:: SUPPLIED MATERIAL
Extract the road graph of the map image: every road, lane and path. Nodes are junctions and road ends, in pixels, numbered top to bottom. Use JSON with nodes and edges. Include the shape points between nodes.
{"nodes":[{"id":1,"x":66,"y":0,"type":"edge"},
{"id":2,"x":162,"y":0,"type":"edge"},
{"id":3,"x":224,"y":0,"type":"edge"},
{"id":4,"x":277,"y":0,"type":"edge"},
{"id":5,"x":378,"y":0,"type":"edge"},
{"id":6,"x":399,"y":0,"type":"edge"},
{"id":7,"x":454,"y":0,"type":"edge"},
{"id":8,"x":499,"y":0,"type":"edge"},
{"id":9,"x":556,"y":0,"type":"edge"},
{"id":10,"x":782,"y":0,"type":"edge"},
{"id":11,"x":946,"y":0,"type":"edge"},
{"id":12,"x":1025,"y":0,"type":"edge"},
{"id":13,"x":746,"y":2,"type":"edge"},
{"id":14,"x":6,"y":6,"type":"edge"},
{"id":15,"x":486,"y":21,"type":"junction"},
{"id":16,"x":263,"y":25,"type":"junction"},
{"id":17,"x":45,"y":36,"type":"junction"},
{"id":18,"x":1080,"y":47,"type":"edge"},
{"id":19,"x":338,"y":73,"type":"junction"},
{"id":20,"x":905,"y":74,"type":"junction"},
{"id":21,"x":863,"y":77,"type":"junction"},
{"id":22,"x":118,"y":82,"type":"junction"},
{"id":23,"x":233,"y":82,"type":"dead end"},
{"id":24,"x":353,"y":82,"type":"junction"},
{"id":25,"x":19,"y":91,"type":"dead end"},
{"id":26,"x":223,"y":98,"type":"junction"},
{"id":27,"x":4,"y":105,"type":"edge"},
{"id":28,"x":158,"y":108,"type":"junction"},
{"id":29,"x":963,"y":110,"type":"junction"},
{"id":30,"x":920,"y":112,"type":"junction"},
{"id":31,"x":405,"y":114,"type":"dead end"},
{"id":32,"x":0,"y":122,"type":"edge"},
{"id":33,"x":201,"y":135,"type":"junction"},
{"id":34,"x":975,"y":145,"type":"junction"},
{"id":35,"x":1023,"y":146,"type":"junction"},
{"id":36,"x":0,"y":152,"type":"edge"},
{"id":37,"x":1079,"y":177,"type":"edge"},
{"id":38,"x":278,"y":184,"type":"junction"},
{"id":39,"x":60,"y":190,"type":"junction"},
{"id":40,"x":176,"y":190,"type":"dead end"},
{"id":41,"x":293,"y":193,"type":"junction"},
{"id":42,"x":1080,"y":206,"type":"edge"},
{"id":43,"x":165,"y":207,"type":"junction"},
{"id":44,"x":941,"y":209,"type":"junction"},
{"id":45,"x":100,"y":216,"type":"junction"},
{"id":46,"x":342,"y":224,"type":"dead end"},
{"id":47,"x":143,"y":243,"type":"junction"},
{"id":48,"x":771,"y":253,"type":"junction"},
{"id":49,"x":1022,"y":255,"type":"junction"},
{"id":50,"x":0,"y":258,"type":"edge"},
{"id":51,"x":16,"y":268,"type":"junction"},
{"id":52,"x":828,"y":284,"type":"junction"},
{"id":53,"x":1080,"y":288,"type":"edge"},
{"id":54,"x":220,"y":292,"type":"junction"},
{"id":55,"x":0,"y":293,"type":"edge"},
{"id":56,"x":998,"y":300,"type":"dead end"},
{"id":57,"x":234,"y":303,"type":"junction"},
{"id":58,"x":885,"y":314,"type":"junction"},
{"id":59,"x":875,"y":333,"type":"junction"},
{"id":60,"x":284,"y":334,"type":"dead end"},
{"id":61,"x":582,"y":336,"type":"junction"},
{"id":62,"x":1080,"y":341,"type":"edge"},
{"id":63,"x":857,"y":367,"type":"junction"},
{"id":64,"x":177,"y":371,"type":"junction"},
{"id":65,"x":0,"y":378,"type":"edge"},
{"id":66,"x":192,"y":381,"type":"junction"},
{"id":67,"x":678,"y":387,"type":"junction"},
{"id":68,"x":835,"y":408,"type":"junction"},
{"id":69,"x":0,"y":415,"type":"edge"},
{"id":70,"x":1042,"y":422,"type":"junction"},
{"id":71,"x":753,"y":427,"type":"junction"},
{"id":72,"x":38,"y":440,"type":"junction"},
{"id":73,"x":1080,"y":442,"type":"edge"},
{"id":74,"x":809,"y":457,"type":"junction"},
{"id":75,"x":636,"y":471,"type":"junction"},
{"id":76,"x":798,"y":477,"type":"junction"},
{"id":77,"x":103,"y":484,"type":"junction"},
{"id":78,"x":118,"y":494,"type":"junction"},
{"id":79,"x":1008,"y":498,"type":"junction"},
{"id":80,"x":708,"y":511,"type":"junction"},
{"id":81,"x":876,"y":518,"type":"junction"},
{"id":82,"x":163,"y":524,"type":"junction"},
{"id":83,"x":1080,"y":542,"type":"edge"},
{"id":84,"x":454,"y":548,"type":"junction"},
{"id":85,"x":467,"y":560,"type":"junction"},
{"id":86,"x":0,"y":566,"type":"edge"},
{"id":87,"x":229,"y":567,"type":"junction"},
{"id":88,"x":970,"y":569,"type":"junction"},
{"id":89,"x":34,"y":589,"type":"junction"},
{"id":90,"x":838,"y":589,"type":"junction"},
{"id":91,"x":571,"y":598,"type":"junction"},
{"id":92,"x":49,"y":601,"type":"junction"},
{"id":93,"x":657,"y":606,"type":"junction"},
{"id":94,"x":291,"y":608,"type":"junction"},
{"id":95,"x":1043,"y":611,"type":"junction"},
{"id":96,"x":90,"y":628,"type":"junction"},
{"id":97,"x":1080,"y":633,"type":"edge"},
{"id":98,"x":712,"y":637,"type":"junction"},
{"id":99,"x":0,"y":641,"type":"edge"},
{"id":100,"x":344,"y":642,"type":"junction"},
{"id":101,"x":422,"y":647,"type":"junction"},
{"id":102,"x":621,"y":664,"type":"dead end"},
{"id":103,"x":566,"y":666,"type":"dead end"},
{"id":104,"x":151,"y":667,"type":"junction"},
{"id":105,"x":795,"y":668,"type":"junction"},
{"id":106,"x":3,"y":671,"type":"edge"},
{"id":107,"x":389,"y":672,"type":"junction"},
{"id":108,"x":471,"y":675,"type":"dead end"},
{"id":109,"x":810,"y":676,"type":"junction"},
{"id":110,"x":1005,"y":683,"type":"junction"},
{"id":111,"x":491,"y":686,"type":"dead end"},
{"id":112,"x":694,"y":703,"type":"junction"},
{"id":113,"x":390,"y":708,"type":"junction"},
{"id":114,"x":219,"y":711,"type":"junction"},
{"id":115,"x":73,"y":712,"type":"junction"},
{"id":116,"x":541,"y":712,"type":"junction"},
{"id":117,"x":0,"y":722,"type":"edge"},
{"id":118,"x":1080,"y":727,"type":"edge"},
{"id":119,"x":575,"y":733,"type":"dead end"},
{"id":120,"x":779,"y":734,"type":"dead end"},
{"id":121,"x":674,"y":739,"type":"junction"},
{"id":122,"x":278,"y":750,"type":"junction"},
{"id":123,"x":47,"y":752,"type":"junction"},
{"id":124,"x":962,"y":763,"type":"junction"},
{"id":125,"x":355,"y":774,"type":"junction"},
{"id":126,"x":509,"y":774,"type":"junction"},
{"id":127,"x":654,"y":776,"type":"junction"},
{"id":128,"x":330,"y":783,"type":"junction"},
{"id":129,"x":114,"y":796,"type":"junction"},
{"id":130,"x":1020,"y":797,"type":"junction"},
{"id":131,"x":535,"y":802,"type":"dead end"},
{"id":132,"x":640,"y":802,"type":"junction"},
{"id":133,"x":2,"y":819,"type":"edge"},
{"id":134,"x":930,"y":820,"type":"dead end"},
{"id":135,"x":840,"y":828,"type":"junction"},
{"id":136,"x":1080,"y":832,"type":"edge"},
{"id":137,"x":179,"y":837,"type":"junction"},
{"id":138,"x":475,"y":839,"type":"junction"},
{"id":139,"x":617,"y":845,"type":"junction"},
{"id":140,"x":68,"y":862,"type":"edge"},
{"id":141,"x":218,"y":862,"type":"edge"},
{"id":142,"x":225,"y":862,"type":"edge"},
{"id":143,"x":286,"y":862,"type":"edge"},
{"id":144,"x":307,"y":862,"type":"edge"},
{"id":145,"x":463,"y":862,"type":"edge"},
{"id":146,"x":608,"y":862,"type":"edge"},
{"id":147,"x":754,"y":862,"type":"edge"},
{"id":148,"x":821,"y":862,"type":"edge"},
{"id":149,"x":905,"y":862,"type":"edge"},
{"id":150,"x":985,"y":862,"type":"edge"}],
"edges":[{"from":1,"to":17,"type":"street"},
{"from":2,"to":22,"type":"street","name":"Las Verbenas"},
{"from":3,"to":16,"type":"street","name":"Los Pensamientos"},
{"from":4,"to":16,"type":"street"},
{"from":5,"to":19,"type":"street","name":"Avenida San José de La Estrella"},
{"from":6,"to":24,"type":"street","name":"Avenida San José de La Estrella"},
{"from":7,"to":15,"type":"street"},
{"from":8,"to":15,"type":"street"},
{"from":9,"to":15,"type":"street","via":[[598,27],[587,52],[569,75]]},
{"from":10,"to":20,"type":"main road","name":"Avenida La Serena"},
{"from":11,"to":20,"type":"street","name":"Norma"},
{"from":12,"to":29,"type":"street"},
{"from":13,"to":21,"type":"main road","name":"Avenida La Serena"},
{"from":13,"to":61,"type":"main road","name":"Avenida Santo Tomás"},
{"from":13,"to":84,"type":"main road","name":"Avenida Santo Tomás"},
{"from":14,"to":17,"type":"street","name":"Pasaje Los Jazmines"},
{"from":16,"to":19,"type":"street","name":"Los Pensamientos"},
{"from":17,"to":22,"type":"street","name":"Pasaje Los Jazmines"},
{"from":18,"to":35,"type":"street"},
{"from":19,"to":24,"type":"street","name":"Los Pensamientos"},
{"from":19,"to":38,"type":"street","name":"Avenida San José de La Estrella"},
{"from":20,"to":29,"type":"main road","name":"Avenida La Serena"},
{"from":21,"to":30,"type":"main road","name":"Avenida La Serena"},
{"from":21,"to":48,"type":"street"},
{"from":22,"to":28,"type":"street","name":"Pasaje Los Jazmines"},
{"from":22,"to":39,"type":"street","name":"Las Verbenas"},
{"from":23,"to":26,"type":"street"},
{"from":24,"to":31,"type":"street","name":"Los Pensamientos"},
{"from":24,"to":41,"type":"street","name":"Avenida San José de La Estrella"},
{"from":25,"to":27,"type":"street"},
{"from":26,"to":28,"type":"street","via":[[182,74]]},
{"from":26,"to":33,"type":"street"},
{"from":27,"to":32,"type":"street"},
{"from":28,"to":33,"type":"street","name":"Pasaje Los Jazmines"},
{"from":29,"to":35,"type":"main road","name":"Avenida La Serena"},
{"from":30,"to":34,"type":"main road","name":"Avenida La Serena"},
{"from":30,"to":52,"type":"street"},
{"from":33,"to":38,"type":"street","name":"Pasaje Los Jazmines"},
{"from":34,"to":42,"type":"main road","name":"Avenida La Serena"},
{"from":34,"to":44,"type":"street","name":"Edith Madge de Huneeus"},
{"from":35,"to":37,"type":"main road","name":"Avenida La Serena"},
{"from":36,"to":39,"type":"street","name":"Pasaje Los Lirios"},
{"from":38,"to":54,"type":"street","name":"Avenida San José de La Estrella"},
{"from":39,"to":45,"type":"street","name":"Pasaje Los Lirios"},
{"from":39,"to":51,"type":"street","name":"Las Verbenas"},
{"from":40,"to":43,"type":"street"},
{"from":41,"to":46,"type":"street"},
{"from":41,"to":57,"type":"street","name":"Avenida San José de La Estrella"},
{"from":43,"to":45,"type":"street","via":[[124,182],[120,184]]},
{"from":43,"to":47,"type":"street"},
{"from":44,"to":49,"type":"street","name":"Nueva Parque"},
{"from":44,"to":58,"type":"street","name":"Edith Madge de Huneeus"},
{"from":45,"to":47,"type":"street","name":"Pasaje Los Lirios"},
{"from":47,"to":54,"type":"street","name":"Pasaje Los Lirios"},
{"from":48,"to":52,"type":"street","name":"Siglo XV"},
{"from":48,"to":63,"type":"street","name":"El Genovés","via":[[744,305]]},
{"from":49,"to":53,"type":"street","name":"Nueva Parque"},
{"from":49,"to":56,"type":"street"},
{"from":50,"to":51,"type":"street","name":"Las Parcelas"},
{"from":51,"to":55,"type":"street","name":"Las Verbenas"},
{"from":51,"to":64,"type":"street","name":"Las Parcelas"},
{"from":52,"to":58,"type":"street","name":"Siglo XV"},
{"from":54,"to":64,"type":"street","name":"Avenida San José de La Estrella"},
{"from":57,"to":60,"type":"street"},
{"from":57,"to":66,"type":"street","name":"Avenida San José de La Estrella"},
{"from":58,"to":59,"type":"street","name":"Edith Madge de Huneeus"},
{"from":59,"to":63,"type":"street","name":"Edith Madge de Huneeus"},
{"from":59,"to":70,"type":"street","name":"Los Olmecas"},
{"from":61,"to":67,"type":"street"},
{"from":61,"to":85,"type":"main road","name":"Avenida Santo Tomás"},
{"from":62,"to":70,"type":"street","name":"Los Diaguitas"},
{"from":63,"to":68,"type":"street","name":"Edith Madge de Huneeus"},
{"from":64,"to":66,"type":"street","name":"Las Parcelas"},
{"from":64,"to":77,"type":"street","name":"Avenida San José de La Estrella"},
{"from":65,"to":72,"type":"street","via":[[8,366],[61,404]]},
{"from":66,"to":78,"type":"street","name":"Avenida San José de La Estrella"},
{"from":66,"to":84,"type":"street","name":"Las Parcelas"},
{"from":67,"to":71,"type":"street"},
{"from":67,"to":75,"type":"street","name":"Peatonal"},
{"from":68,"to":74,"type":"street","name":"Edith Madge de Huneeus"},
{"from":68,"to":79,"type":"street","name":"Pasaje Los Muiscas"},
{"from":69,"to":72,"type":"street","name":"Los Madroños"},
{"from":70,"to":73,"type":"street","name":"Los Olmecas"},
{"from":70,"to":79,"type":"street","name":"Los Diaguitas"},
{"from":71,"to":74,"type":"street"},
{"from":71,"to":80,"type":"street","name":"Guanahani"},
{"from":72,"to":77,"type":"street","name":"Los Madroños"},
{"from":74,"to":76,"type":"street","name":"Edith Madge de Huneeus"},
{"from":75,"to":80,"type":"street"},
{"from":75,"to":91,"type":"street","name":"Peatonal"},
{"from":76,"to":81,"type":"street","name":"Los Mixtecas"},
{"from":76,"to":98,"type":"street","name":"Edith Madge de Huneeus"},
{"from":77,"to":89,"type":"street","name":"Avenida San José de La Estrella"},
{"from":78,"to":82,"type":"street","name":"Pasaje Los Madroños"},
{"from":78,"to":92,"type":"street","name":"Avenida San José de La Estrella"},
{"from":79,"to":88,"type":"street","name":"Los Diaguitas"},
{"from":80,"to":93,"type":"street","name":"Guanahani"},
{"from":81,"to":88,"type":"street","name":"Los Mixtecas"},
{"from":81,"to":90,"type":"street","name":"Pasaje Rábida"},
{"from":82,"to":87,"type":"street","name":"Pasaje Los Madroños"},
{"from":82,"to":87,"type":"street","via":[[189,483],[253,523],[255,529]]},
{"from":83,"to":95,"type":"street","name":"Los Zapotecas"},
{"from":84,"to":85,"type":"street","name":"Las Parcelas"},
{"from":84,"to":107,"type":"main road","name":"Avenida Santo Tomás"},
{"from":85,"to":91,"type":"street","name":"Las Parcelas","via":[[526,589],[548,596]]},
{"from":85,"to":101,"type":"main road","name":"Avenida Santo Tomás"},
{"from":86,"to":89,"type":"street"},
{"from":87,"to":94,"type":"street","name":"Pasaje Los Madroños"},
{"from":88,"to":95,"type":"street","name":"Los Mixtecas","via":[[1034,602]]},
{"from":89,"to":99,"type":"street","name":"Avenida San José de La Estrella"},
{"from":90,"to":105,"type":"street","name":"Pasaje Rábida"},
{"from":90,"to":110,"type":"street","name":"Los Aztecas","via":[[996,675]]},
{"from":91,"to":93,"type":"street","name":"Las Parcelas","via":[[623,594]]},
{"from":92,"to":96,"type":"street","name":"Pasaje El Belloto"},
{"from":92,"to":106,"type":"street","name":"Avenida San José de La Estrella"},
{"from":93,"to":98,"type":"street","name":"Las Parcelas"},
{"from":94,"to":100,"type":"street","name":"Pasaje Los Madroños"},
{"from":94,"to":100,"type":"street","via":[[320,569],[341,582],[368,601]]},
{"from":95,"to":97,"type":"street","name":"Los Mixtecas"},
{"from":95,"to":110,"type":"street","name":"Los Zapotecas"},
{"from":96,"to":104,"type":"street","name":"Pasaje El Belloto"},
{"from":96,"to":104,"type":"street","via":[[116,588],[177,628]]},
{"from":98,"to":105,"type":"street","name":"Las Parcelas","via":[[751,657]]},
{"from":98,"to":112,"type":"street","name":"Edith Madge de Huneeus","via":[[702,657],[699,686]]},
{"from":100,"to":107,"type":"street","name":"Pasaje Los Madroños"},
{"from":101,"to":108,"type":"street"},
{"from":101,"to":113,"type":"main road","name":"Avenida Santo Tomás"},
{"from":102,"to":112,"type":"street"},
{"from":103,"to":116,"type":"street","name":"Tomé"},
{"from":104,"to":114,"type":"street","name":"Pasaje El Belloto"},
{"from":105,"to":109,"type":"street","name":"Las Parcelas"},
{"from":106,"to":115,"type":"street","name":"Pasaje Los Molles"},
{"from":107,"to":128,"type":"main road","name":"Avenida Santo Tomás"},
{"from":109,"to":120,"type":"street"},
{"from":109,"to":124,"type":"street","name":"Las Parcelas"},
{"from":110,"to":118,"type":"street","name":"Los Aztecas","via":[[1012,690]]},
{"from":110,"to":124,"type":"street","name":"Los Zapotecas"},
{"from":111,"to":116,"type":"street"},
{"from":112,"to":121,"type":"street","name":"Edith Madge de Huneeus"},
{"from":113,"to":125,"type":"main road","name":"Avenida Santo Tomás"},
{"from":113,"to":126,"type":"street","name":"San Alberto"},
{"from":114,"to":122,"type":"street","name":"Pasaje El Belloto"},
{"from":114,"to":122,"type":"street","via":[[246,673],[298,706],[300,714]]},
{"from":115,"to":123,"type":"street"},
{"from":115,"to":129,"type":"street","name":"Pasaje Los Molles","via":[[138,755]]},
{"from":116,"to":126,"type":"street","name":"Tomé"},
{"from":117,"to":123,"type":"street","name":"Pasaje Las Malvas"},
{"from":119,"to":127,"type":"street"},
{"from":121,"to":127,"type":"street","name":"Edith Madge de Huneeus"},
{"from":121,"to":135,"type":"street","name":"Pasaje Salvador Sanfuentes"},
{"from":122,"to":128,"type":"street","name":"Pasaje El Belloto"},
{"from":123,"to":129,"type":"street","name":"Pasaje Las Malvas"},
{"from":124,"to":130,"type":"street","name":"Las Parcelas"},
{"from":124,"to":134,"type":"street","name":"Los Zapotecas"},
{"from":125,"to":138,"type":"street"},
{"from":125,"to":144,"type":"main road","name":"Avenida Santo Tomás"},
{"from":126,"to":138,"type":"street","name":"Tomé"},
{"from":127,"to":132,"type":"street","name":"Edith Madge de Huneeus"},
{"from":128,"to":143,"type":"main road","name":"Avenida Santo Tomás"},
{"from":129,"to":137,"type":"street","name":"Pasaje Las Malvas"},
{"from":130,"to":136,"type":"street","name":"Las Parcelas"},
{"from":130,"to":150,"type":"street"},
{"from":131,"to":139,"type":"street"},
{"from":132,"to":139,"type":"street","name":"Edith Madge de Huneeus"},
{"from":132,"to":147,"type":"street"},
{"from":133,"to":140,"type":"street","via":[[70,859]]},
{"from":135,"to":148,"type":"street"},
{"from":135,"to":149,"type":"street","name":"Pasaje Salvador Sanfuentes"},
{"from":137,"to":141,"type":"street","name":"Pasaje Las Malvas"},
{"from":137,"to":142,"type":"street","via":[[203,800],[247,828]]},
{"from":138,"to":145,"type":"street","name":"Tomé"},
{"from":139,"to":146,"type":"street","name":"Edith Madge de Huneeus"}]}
::::
_YOUR GOAL_
List every line in the records above that contains the word "Verbenas".

_EXERCISE ANSWER_
{"from":2,"to":22,"type":"street","name":"Las Verbenas"},
{"from":22,"to":39,"type":"street","name":"Las Verbenas"},
{"from":39,"to":51,"type":"street","name":"Las Verbenas"},
{"from":51,"to":55,"type":"street","name":"Las Verbenas"},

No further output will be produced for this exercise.